| Problem to work on |
Copy all lines in the material holding the string "Refugio".

[Start of Attachment]

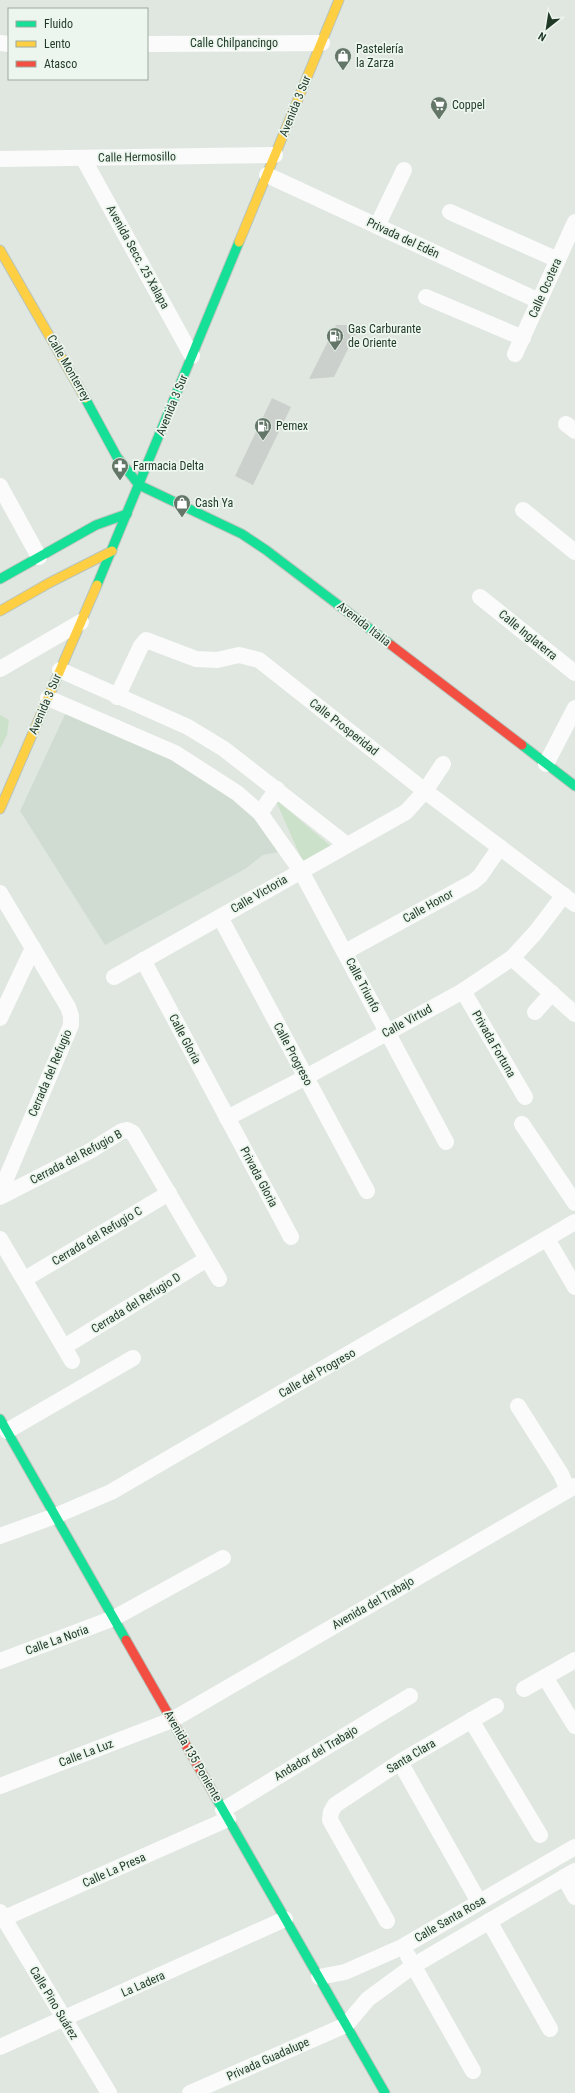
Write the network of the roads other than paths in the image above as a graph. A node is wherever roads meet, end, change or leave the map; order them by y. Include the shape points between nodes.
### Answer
1 (339, 0) edge
2 (322, 43) junction
3 (148, 44) edge
4 (275, 155) junction
5 (83, 158) junction
6 (0, 159) edge
7 (404, 170) dead end
8 (267, 175) junction
9 (450, 212) dead end
10 (575, 222) edge
11 (376, 226) junction
12 (0, 250) edge
13 (558, 260) junction
14 (426, 297) dead end
15 (539, 301) junction
16 (522, 338) junction
17 (515, 354) dead end
18 (192, 356) junction
19 (139, 485) junction
20 (0, 486) edge
21 (523, 510) dead end
22 (127, 514) junction
23 (112, 551) junction
24 (575, 552) edge
25 (39, 557) junction
26 (0, 579) edge
27 (480, 597) dead end
28 (0, 611) edge
29 (81, 622) junction
30 (0, 669) edge
31 (60, 670) junction
32 (575, 673) edge
33 (118, 697) junction
34 (48, 698) junction
35 (575, 708) edge
36 (443, 764) dead end
37 (546, 764) junction
38 (575, 786) edge
39 (277, 789) junction
40 (425, 791) junction
41 (0, 809) edge
42 (260, 813) junction
43 (347, 845) junction
44 (500, 847) junction
45 (301, 871) junction
46 (0, 894) edge
47 (569, 899) edge
48 (220, 917) junction
49 (33, 948) junction
50 (345, 952) junction
51 (512, 958) junction
52 (143, 960) junction
53 (114, 977) dead end
54 (463, 990) junction
55 (552, 993) junction
56 (535, 1012) dead end
57 (575, 1014) edge
58 (0, 1018) edge
59 (388, 1032) junction
60 (306, 1077) junction
61 (525, 1097) dead end
62 (227, 1118) junction
63 (522, 1124) dead end
64 (446, 1142) dead end
65 (367, 1191) dead end
66 (0, 1193) edge
67 (169, 1193) junction
68 (0, 1197) edge
69 (575, 1203) edge
70 (575, 1222) edge
71 (291, 1237) dead end
72 (547, 1238) junction
73 (0, 1239) edge
74 (207, 1259) junction
75 (25, 1279) junction
76 (219, 1279) dead end
77 (575, 1287) edge
78 (64, 1347) junction
79 (133, 1358) dead end
80 (72, 1361) dead end
81 (518, 1406) dead end
82 (3, 1425) edge
83 (571, 1488) edge
84 (55, 1516) junction
85 (0, 1536) edge
86 (223, 1558) dead end
87 (114, 1618) junction
88 (575, 1660) edge
89 (0, 1661) edge
90 (546, 1677) junction
91 (524, 1689) dead end
92 (410, 1696) dead end
93 (496, 1706) dead end
94 (172, 1720) junction
95 (472, 1720) junction
96 (575, 1726) edge
97 (400, 1762) junction
98 (0, 1786) edge
99 (226, 1814) junction
100 (540, 1835) dead end
101 (575, 1847) edge
102 (569, 1874) edge
103 (575, 1897) edge
104 (479, 1902) junction
105 (1, 1917) edge
106 (286, 1919) junction
107 (387, 1921) dead end
108 (489, 1921) junction
109 (402, 1947) junction
110 (413, 1966) junction
111 (319, 1977) junction
112 (65, 2019) junction
113 (346, 2025) junction
114 (550, 2028) dead end
115 (0, 2047) edge
116 (473, 2071) dead end
117 (109, 2093) edge
118 (190, 2093) edge
119 (385, 2093) edge

1 - 2 main road, Avenida 3 Sur
2 - 3 street, Calle Chilpancingo
2 - 4 main road, Avenida 3 Sur
4 - 5 street, Calle Hermosillo
4 - 8 main road, Avenida 3 Sur
5 - 6 street, Calle Hermosillo
5 - 18 street, Avenida Secc. 25 Xalapa
7 - 11 street
8 - 11 street, Privada del Edén
8 - 18 main road, Avenida 3 Sur
9 - 13 street
10 - 13 street, Calle Ocotera
11 - 15 street, Privada del Edén
12 - 19 main road, Calle Monterrey via 95,414 117,457
13 - 15 street, Calle Ocotera
14 - 16 street
15 - 16 street, Calle Ocotera
16 - 17 street, Calle Ocotera
18 - 19 main road, Avenida 3 Sur
19 - 22 main road, Avenida 3 Sur
19 - 37 main road, Avenida Italia via 210,516 266,550
20 - 25 street
21 - 24 street
22 - 23 main road, Avenida 3 Sur
22 - 25 main road via 96,525
23 - 28 main road
23 - 29 main road, Avenida 3 Sur
25 - 26 main road
27 - 32 street, Calle Inglaterra
29 - 30 street
29 - 31 main road, Avenida 3 Sur
31 - 33 street
31 - 34 main road, Avenida 3 Sur
33 - 39 street via 188,727 224,749
33 - 40 street, Calle Prosperidad via 146,640 196,659 217,660 239,655 248,656 259,660
34 - 41 main road, Avenida 3 Sur
34 - 42 street, Calle Triunfo via 175,753 237,793
35 - 37 street
36 - 40 street
37 - 38 main road, Avenida Italia
39 - 42 street
39 - 43 street
40 - 43 street, Calle Victoria via 406,812
40 - 44 street, Calle Prosperidad
42 - 45 street, Calle Triunfo
43 - 45 street, Calle Victoria
44 - 47 street, Calle Prosperidad
44 - 50 street, Calle Honor via 473,882
45 - 48 street, Calle Victoria
45 - 50 street, Calle Triunfo
46 - 49 street, Cerrada del Refugio
47 - 51 street, Calle Virtud
48 - 52 street, Calle Victoria
48 - 60 street, Calle Progreso
49 - 58 street
49 - 66 street, Cerrada del Refugio via 68,1008 71,1025
50 - 59 street, Calle Triunfo
51 - 54 street, Calle Virtud
51 - 55 street
52 - 53 street, Calle Victoria
52 - 62 street, Calle Gloria
54 - 59 street, Calle Virtud
54 - 61 street, Privada Fortuna
55 - 56 street
55 - 57 street
59 - 60 street, Calle Virtud
59 - 64 street, Calle Triunfo
60 - 62 street, Calle Virtud
60 - 65 street, Calle Progreso
62 - 71 street, Privada Gloria
63 - 69 street
67 - 68 street, Cerrada del Refugio B via 133,1133 127,1130
67 - 74 street
67 - 75 street, Cerrada del Refugio C
70 - 72 street, Calle del Progreso
72 - 77 street
72 - 84 street, Calle del Progreso via 111,1492
73 - 75 street
74 - 76 street
74 - 78 street, Cerrada del Refugio D
75 - 78 street
78 - 80 street
79 - 82 street
81 - 83 street
82 - 84 main road, Avenida 135 Poniente
83 - 94 street, Avenida del Trabajo
84 - 85 street, Calle del Progreso
84 - 87 main road, Avenida 135 Poniente
86 - 87 street, Calle La Noria
87 - 89 street, Calle La Noria
87 - 94 main road, Avenida 135 Poniente
88 - 90 street
90 - 91 street
90 - 96 street
92 - 99 street, Andador del Trabajo
93 - 95 street, Santa Clara
94 - 98 street, Calle La Luz
94 - 99 main road, Avenida 135 Poniente
95 - 97 street, Santa Clara
95 - 100 street
97 - 104 street
97 - 107 street, Santa Clara via 335,1805 330,1820
99 - 105 street, Calle La Presa
99 - 106 main road, Avenida 135 Poniente
101 - 104 street, Calle Santa Rosa
102 - 103 street
102 - 108 street, Calle Santa Rosa
104 - 109 street, Calle Santa Rosa
105 - 112 street, Calle Pino Suárez
106 - 111 main road, Avenida 135 Poniente
106 - 112 street, La Ladera
108 - 110 street, Calle Santa Rosa
108 - 114 street
109 - 110 street
109 - 111 street, Calle Santa Rosa via 345,1972
110 - 113 street, Calle Santa Rosa via 368,1999
110 - 116 street
111 - 113 main road, Avenida 135 Poniente
112 - 115 street, La Ladera
112 - 117 street, Calle Pino Suárez
113 - 118 street, Privada Guadalupe
113 - 119 main road, Avenida 135 Poniente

[End of Attachment]

| Final answer |
46 - 49 street, Cerrada del Refugio
49 - 66 street, Cerrada del Refugio via 68,1008 71,1025
67 - 68 street, Cerrada del Refugio B via 133,1133 127,1130
67 - 75 street, Cerrada del Refugio C
74 - 78 street, Cerrada del Refugio D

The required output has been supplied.